Minnesota Developmental Achievement Center Ass'n v. Haas-Steffen

20 F.3d 889, 1994 U.S. App. LEXIS 6377, 1994 WL 109865
CourtCourt of Appeals for the Eighth Circuit
DecidedApril 5, 1994
DocketNo. 93-1938
StatusPublished
Cited by2 cases

This text of 20 F.3d 889 (Minnesota Developmental Achievement Center Ass'n v. Haas-Steffen) is published on Counsel Stack Legal Research, covering Court of Appeals for the Eighth Circuit primary law. Counsel Stack provides free access to over 12 million legal documents including statutes, case law, regulations, and constitutions.

Bluebook
Minnesota Developmental Achievement Center Ass'n v. Haas-Steffen, 20 F.3d 889, 1994 U.S. App. LEXIS 6377, 1994 WL 109865 (8th Cir. 1994).

Opinion

JOHN R. GIBSON, Senior Circuit Judge.

The Minnesota Developmental Achievement Center Association, other developmental achievement centers, and certain individuals associated with the centers appeal from the district court’s1 entry of summary judgment in favor of the Minnesota Department of Human Services regarding Minnesota’s scheme for providing services to developmentally disabled citizens. Specifically, the district court held that the appellants were not “providers” under the Medicaid Act, 42 U.S.C. § 1396 (1988), and thus the Boren Amendment to the Act does not apply to changes made by Minnesota in its payment to developmental achievement centers. We affirm.

The State of Minnesota participates in Medicaid, a cooperative federal and state program through which the federal government distributes funds to participating states to provide health care services to needy individuals.2 See 42 U.S.C. § 1396. The Department of Human Services, which provides a variety of social services for developmentally disabled people, has delegated to the counties the responsibility for planning, implementing and operating individualized social service plans. The counties contract with private facilities, known as developmental achievement centers, to provide day training and habilitation for mentally retarded persons living in intermediate care facilities.3 Because the services these centers provide meet Medicaid requirements, the Department can use federal Medicaid funds to pay for the day training and habilitation services. The Department pays the intermediate care facilities for the mentally retarded, which then assign their rights to Medicaid funds to the Department. The intermediate care facilities, which contract for services with the developmental achievement centers, receive the Medicaid funds and pass through the payments to the developmental achievement centers.

Developmental achievement centers are paid based on a payment rate negotiated by each county and each individual center, subject to approval by the Commissioner. The developmental achievement centers are not independently fundable under the Medicaid Act as mandatory or optional services, and the Centers do not enter into “provider agreements” with the State to be Medicaid providers.4 See 42 C.F.R. § 400.203 (1992).

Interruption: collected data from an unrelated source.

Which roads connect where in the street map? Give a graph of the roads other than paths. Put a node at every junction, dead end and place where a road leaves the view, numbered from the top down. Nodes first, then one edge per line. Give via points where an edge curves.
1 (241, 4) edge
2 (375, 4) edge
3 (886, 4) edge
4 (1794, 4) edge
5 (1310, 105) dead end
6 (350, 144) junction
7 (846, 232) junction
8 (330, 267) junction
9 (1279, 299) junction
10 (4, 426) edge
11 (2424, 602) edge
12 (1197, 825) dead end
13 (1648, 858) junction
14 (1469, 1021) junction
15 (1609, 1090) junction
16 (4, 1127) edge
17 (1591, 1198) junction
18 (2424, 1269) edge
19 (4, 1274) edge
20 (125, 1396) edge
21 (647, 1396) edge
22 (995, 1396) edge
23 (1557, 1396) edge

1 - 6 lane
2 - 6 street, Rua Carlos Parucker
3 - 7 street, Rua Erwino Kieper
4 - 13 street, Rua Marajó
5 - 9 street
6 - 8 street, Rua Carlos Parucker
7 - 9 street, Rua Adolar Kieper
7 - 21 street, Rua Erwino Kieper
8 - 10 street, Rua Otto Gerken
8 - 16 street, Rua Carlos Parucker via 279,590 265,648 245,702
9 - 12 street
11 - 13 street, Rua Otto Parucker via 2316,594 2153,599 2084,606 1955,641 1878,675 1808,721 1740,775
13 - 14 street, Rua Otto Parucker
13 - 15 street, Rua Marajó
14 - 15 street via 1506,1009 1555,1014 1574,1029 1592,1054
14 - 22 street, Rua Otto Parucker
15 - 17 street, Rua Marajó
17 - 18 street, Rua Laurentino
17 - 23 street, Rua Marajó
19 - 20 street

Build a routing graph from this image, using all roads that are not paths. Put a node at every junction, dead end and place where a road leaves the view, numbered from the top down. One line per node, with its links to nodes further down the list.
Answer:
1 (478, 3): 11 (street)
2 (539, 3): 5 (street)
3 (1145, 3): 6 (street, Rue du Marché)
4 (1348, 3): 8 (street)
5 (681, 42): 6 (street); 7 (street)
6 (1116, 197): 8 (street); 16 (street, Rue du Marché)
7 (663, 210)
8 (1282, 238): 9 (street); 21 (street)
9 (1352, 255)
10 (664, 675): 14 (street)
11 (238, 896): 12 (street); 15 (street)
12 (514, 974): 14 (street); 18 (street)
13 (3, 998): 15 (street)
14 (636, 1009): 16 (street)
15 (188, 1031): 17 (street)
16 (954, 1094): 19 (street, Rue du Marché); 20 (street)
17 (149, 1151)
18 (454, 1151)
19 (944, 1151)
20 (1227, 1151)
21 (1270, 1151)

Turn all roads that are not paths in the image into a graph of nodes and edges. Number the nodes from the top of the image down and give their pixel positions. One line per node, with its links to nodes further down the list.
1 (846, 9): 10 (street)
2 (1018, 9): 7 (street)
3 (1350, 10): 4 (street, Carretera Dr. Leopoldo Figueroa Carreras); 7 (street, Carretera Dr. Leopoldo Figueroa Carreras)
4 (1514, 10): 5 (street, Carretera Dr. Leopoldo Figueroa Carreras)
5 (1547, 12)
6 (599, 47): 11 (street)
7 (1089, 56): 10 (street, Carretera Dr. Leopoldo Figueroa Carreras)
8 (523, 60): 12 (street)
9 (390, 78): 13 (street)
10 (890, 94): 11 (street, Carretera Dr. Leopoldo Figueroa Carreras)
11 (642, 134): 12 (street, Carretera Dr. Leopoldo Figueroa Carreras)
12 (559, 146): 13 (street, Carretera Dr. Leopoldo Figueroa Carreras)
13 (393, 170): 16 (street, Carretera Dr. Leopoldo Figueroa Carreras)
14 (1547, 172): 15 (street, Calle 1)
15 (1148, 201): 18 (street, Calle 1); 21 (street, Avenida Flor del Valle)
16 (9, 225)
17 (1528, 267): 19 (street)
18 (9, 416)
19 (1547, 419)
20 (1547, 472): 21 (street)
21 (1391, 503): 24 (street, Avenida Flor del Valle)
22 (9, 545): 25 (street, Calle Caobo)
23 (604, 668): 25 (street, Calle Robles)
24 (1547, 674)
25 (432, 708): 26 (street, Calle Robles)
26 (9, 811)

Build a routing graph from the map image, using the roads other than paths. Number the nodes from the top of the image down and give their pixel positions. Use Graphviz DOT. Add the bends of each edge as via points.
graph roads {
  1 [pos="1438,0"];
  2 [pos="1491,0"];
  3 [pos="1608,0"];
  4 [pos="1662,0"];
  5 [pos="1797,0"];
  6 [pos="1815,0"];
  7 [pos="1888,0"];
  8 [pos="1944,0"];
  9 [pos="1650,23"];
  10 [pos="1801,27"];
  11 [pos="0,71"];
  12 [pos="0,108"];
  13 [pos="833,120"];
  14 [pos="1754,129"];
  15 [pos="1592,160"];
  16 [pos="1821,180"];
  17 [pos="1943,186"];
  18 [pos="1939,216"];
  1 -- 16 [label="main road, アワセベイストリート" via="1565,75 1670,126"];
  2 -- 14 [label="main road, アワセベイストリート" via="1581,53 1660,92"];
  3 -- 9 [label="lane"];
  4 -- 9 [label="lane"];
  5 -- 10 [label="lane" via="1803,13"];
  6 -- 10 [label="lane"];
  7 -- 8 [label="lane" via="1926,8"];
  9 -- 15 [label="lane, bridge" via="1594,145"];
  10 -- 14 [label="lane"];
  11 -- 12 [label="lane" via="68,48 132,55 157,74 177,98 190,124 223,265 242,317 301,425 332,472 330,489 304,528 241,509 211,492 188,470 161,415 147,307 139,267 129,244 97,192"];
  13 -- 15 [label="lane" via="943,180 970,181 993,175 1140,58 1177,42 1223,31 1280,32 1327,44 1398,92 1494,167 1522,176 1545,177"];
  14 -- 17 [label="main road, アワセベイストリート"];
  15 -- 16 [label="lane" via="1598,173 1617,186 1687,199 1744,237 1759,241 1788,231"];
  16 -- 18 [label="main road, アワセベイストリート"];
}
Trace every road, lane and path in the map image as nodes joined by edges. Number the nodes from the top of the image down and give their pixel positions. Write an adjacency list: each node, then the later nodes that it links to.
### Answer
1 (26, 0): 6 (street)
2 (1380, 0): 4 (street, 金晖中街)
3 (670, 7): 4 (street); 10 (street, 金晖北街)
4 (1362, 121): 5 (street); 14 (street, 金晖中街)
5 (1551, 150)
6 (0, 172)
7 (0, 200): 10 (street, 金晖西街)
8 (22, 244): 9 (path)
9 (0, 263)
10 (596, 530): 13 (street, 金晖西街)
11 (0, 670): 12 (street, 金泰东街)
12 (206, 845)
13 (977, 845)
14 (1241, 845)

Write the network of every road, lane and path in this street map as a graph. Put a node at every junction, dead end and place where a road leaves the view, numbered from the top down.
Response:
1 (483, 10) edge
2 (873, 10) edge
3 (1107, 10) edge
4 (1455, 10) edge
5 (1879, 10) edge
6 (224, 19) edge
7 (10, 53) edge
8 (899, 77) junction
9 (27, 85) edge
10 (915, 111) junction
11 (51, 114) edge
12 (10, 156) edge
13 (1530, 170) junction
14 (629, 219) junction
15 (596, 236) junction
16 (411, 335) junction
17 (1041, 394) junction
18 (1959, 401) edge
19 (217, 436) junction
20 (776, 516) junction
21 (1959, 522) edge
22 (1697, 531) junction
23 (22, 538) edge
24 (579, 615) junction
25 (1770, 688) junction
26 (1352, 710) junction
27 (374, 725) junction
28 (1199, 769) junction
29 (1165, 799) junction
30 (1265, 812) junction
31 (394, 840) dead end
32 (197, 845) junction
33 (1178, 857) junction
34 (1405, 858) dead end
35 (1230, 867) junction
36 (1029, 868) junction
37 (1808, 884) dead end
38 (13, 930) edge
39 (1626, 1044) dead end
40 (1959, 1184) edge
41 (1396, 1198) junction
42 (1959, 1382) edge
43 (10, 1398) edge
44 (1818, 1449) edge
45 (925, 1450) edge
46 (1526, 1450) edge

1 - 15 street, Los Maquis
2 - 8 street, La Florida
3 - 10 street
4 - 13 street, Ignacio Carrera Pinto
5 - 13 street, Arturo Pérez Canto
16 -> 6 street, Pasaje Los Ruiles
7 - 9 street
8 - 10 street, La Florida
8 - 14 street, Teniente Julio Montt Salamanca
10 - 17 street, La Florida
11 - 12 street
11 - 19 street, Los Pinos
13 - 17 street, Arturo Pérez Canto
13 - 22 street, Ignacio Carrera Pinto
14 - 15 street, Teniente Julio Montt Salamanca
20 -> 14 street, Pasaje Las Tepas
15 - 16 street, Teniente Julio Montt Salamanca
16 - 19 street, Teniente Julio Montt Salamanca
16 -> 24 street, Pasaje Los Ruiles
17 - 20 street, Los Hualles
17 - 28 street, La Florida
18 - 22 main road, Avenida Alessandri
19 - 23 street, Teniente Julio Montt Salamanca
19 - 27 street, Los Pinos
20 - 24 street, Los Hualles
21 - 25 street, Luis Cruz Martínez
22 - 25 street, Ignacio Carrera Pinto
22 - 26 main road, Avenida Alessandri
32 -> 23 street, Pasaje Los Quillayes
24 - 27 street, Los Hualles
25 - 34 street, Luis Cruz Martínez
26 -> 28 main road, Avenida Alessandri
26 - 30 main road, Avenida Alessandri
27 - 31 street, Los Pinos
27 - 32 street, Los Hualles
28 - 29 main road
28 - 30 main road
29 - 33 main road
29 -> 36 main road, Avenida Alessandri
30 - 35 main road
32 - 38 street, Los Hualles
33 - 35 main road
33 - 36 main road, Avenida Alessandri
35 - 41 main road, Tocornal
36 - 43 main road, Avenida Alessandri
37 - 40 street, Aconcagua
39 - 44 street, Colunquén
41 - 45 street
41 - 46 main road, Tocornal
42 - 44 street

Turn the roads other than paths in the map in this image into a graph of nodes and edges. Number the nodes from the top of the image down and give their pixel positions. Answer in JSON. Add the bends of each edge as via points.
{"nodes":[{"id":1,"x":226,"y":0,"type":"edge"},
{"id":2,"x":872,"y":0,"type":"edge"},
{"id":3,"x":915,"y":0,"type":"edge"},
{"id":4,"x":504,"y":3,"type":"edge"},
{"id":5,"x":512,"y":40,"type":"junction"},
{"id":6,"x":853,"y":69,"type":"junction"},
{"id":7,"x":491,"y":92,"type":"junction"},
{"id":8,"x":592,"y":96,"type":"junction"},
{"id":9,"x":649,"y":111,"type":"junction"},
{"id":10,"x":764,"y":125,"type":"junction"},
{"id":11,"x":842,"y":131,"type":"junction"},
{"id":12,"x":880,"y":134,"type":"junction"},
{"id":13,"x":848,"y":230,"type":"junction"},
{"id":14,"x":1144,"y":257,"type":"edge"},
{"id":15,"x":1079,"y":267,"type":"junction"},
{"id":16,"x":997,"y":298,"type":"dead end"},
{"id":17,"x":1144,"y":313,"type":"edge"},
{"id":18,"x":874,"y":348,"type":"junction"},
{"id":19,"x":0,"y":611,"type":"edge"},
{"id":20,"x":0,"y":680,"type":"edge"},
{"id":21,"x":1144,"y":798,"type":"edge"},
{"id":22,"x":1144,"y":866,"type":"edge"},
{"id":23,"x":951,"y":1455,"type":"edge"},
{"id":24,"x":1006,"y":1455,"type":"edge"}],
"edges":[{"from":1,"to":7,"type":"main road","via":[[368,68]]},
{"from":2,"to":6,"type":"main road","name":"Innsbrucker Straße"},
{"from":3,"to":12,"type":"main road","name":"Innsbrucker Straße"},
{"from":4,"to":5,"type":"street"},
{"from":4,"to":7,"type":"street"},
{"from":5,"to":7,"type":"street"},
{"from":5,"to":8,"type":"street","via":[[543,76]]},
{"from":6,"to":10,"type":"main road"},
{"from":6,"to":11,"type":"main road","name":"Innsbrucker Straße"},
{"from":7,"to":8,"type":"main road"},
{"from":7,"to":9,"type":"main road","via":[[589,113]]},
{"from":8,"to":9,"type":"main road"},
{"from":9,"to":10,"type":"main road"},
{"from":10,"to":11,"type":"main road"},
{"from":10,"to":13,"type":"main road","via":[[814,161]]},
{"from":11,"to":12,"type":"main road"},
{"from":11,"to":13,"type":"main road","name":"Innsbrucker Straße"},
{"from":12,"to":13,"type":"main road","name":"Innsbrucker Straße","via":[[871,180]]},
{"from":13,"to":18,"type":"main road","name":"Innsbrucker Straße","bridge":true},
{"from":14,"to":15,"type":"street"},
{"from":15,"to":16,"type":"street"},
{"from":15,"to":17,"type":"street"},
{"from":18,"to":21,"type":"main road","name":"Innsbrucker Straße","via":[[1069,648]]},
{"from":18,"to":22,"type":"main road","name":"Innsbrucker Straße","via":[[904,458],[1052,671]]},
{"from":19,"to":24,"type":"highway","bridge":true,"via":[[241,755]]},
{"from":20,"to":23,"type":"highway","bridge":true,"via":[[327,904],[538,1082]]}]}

Before 1991, the Minnesota Medicaid program provided that the maximum rate a county could pay a developmental achievement center would increase automatically each year by a percentage no greater than that “projected percentage change in the urban consumer price index ... for the upcoming calendar year.” Minn.Stat. § 252.46, subd. 3 (1990). In 1991, the Minnesota legislature eliminated the automatic increase to the maximum rate for the biennium ending June 30, 1993. Act of June 4, 1991, ch. 292, art. 4 § 9, subd. 3, 1991 Minn.Laws 1781. In 1992, Minnesota eliminated the automatic in[891]*891crease beginning in 1994 and provided that the legislature would directly determine further increases in the maximum rate that developmental achievement centers providing day training and habilitation services could receive. Act of April 29, 1992 ch. 513, art. 7, § 12, Minn.Stat. § 252.46, subd. 12 (1992). The Centers filed suit seeking a preliminary injunction and a declaratory judgment that the 1992 law was invalid because it did not comply with the prerequisites of the Boren Amendment to the Medicaid Act, 42 U.S.C. § 1396a(a)(13)(A) (1988 & Supp. III 1991), and Minnesota state law. The Centers alleged that the Department violated the Medicaid Act and Boren Amendment by making a change in rates without complying with the Medicaid requirements, without providing the required notice, or without making findings that the new rates will bé reasonable and adequate to pay the costs of providing necessary care. See 42 U.S.C. § 1396a(a)(13)(A). The Department filed a motion for summary judgment, arguing that the State was not required to comply with the requirements of the Boren Amendment because the Amendment does not apply to developmental achievement centers providing day training and habilitation services.5

Entering summary judgment for the Department, the district .court found that the Centers are not “providers” within the meaning of 42 C.F.R. § 400.203 (1992), and therefore are not covered by Medicaid or the Boren Amendment. The court based this conclusion on the unambiguous definition of “provider” set forth in the regulations, as well as the interpretation of the Health Care Financing Administration, the federal agency charged with administering the Medicaid program. That agency submitted an affidavit stating that it does not interpret the Boren Amendment as including developmental achievement centers. Because the court found that the Centers were not providers, the court held that the Department had no obligation to comply with the Medicaid prerequisites before altering the Centers’ rates for day training and habilitation, or to provide the Centers with advance public notice before changing the rates. The district court also ruled that the Commissioner had no duty under the Minnesota Medicaid plan to make any findings as to the 1992 rate changes.6

On appeal, the Centers argue that the Boren Amendment applies to the rates paid for day training and habilitation services provided by the Centers to residents of intermediate care facilities for mentally retarded individuals. They specifically argue that the Boren Amendment protections are not limited to Medicaid “providers.”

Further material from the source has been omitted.